If an injured worker is released to return to work after healing from a work injury, the employer is required to take the worker back if the employer has a position available that the returning worker can perform. The employer does not have to create a new job. The issue in a refusal to rehire workers’ compensation benefits claim is whether employer actually had a job available within the returning worker’s restrictions. Another issue is whether the injury is work-related, because if the employer or insurance company denies the injury is work-related and the judge agrees, then there can be no refusal to rehire claim under worker’s compensation. There may be a union issue if applicable, but probably no employment law claim as Wisconsin is an at will employment state.
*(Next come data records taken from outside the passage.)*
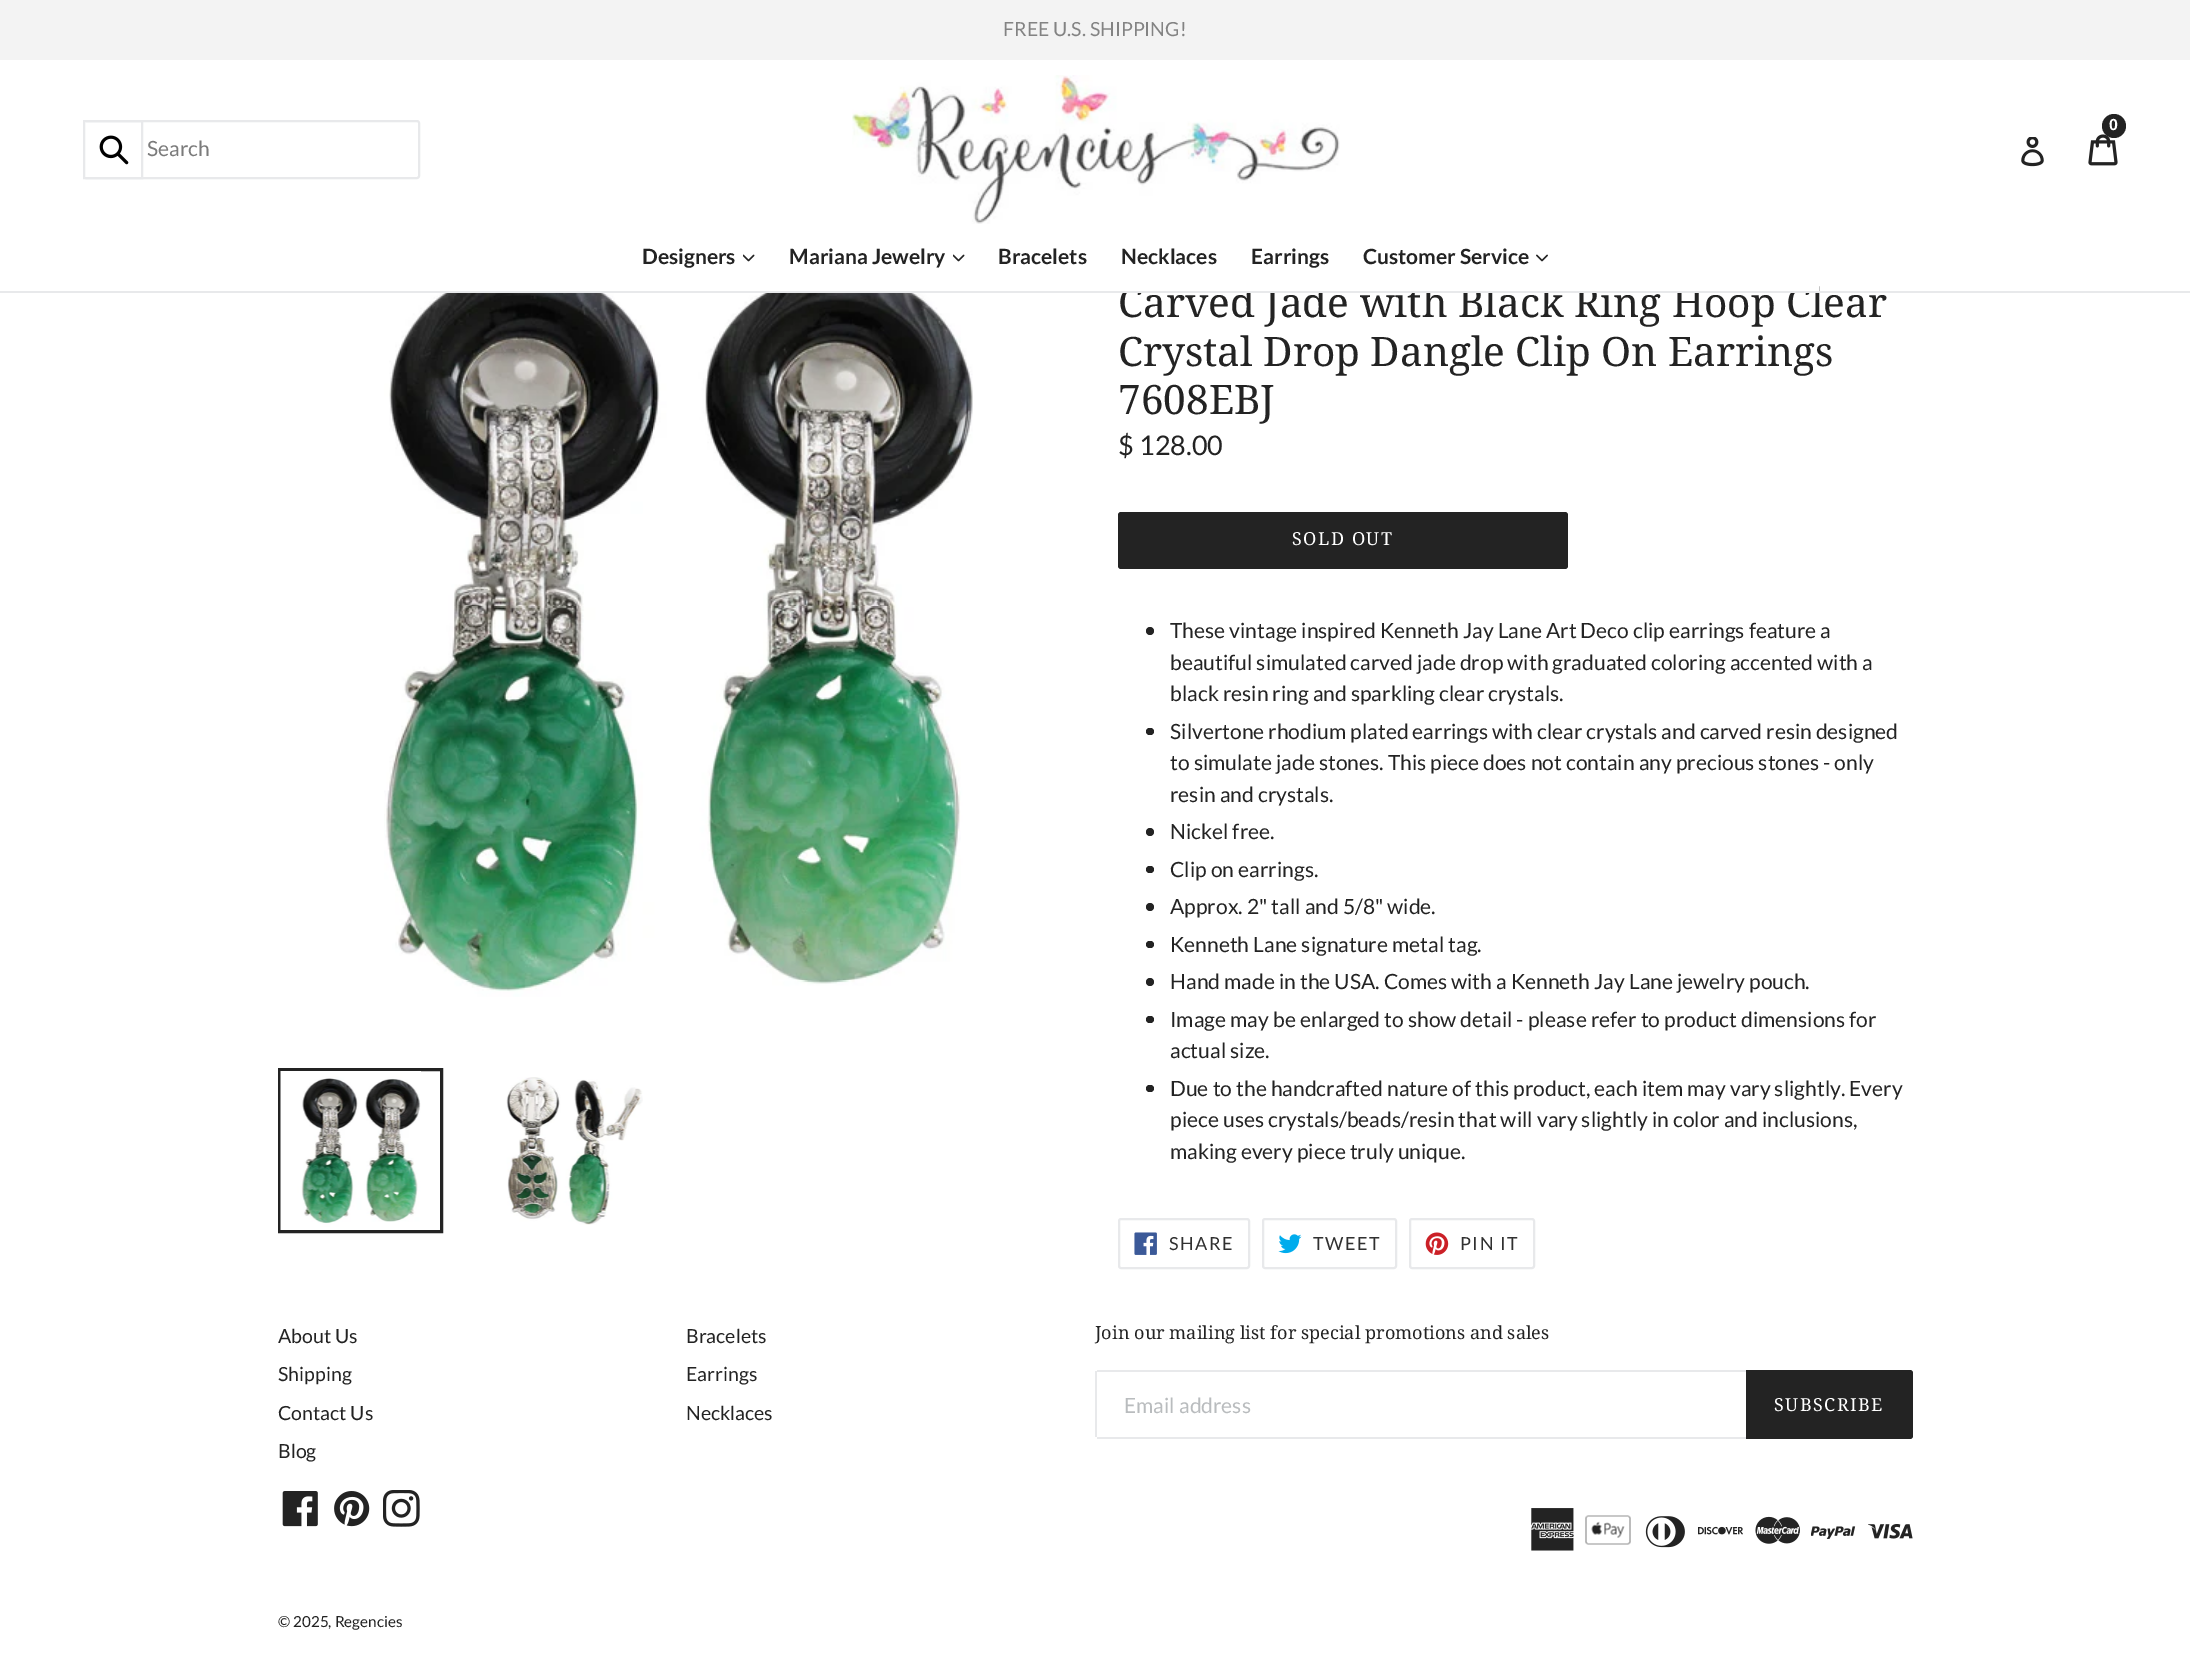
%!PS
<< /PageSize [2190 1657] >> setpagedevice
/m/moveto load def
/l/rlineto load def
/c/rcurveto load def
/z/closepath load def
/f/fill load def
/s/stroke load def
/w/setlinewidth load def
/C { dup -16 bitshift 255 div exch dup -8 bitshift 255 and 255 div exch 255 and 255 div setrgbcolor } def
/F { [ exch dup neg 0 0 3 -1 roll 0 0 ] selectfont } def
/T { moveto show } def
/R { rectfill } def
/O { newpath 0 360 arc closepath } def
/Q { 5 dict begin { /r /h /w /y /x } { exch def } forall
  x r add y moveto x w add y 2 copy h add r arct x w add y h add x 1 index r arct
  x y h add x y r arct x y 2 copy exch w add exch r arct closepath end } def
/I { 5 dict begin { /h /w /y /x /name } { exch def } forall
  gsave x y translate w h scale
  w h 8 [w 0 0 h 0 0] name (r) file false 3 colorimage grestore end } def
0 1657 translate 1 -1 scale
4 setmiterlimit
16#FFFFFF C
0 0 2190 1657 R
/DroidSerif-Regular 40.5 F
16#232323 C
(Carved Jade with Black Ring Hoop Clear) 1118 317 T
16#FFFFFF C
1124 286 695 5 R
16#F3F3F3 C
0 0 2190 60 R
/Lato-Regular 19.5 F
16#838383 C
(FREE U.S. SHIPPING!) 1003 36 T
(1.rgb) 852 75 488 149 I
(2.rgb) 2088 134 30 32 I
16#232323 C
2114 126 12 O f
/LiberationSans-Bold 16 F
16#FFFFFF C
(0) 2109 130 T
(3.rgb) 2021 137 23 30 I
16#E8E9EB C
2 w
84 121 335 57 2 Q s
16#FFFFFF C
85 122 1 55 R
16#E8E9EB C
84 121 58 57 rectstroke
(4.rgb) 99 135 30 30 I
/Lato-Regular 21 F
16#7B7B7B C
(Search) 147 156 T
16#E8E9EB C
0 291 2190 2 R
/Lato-Bold 21 F
16#232323 C
(Designers) 642 264 T
(5.rgb) 743 254 12 8 I
(Mariana Jewelry) 789 264 T
(5.rgb) 953 254 12 8 I
(Bracelets) 998 264 T
(Necklaces) 1121 264 T
(Earrings) 1251 264 T
(Customer Service) 1363 264 T
(6.rgb) 1536 254 12 8 I
(7.rgb) 384 293 589 704 I
3 w
279.5 1069.5 162 162 rectstroke
(8.rgb) 280 1071 141 159 I
(9.rgb) 506 1077 137 148 I
/DroidSerif-Regular 40.5 F
(Crystal Drop Dangle Clip On Earrings) 1118 366 T
(7608EBJ) 1118 414 T
/Lato-Regular 27 F
($ 128.00) 1118 455 T
1118 512 450 57 3 Q f
/DroidSerif-Regular 18 F
16#FFFFFF C
1292 545 m 1.5 0 (SOLD OUT) ashow
16#232323 C
1150 631 4 O f
/Lato-Regular 21 F
(These vintage inspired Kenneth Jay Lane Art Deco clip earrings feature a) 1170 638 T
(beautiful simulated carved jade drop with graduated coloring accented with a) 1170 670 T
(black resin ring and sparkling clear crystals.) 1170 701 T
1146 728 8 7 3.5 Q f
(Silvertone rhodium plated earrings with clear crystals and carved resin designed) 1170 739 T
(to simulate jade stones. This piece does not contain any precious stones - only) 1170 770 T
(resin and crystals.) 1170 802 T
1150 832 4 O f
(Nickel free.) 1170 839 T
1146 866 8 7 3.5 Q f
(Clip on earrings.) 1170 877 T
1150 907 4 O f
(Approx. 2" tall and 5/8" wide.) 1170 914 T
1146 941 8 7 3.5 Q f
(Kenneth Lane signature metal tag.) 1170 952 T
1150 982 4 O f
(Hand made in the USA. Comes with a Kenneth Jay Lane jewelry pouch.) 1170 989 T
1146 1016 8 7 3.5 Q f
(Image may be enlarged to show detail - please refer to product dimensions for) 1170 1027 T
(actual size.) 1170 1058 T
1146 1085 8 7 3.5 Q f
(Due to the handcrafted nature of this product, each item may vary slightly. Every) 1170 1096 T
(piece uses crystals/beads/resin that will vary slightly in color and inclusions,) 1170 1127 T
(making every piece truly unique.) 1170 1159 T
16#E8E9EB C
2 w
1119 1219 130 49 2 Q s
(10.rgb) 1134 1232 23 23 I
/Lato-Regular 18 F
16#303030 C
1169 1250 m 1.5 0 (SHARE) ashow
16#E8E9EB C
1263 1219 133 49 2 Q s
(11.rgb) 1278 1234 24 20 I
16#303030 C
1313 1250 m 1.5 0 (TWEET) ashow
16#E8E9EB C
1410 1219 124 49 2 Q s
(12.rgb) 1425 1232 24 23 I
16#303030 C
1460 1250 m 1.5 0 (PIN IT) ashow
/Lato-Regular 19.5 F
16#232323 C
(About Us) 278 1343 T
(Shipping) 278 1381 T
(Contact Us) 278 1420 T
(Blog) 278 1458 T
(Bracelets) 686 1343 T
(Earrings) 686 1381 T
(Necklaces) 686 1420 T
/DroidSerif-Regular 18.1 F
(Join our mailing list for special promotions and sales) 1095 1339 T
16#E8E9EB C
1097 1370 649 2 R
1097 1437 649 2 R
1095 1371 2 66 R
/Lato-Regular 21 F
16#B9BCBE C
(Email address) 1124 1413 T
16#232323 C
1746 1370 m 164 0 l 1.5 0 3 1.5 3 3 c 0 63 l 0 1.5 -1.5 3 -3 3 c -164 0 l z f
/DroidSerif-Regular 18 F
16#FFFFFF C
1774 1411 m 1.5 0 (SUBSCRIBE) ashow
(13.rgb) 282 1491 36 36 I
(14.rgb) 334 1491 36 36 I
(15.rgb) 383 1490 37 37 I
(16.rgb) 1531 1508 43 43 I
(17.rgb) 1585 1515 46 30 I
(18.rgb) 1645 1516 40 32 I
(19.rgb) 1698 1526 45 9 I
(20.rgb) 1755 1516 45 28 I
(21.rgb) 1811 1526 45 13 I
(22.rgb) 1868 1524 45 15 I
/Lato-Regular 15.25 F
16#232323 C
(© 2025, Regencies) 278 1627 T
showpage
Another other option would be a potential discrimination claim under state or federal law.
Another situation is the injured worker is given permanent work restrictions at the end of healing, the employer says it has no job within the restrictions but the employee agrees. Then, the injured worker can make a loss of earning capacity and/or vocational retraining claim. In fact, the loss of earning capacity claim is only available if the employer does not take the injured employee back at 85% of the date of injury wage rate. On occasion, the employer offers a job ostensibly within the returning worker’s restrictions, but in fact the work is more strenuous. In these situations, the employer should advise his doctor, employer and attorney and if appropriate stop working. However, a good faith effort is necessary in most cases. For vocational retraining, the employer cannot have a job for the injured worker at approximately 90% of the date of injury wage rate. Then the injured worker goes to DVR, the Wisconsin Division of Vocational Rehabilitation, to investigate retraining options. Under either the loss of earning capacity or retraining situations, the first step is for the injured worker to present himself to the employer with his restrictions so then the employer must make a decision whether to offer a job or not.
In Milwaukee, Wisconsin McCormick Law Office attorneys have our client present his restrictions even if fired or terminated after a work injury. The best results in getting the most benefits occur after the employer refuses to offer a job within the permanent work-related restrictions.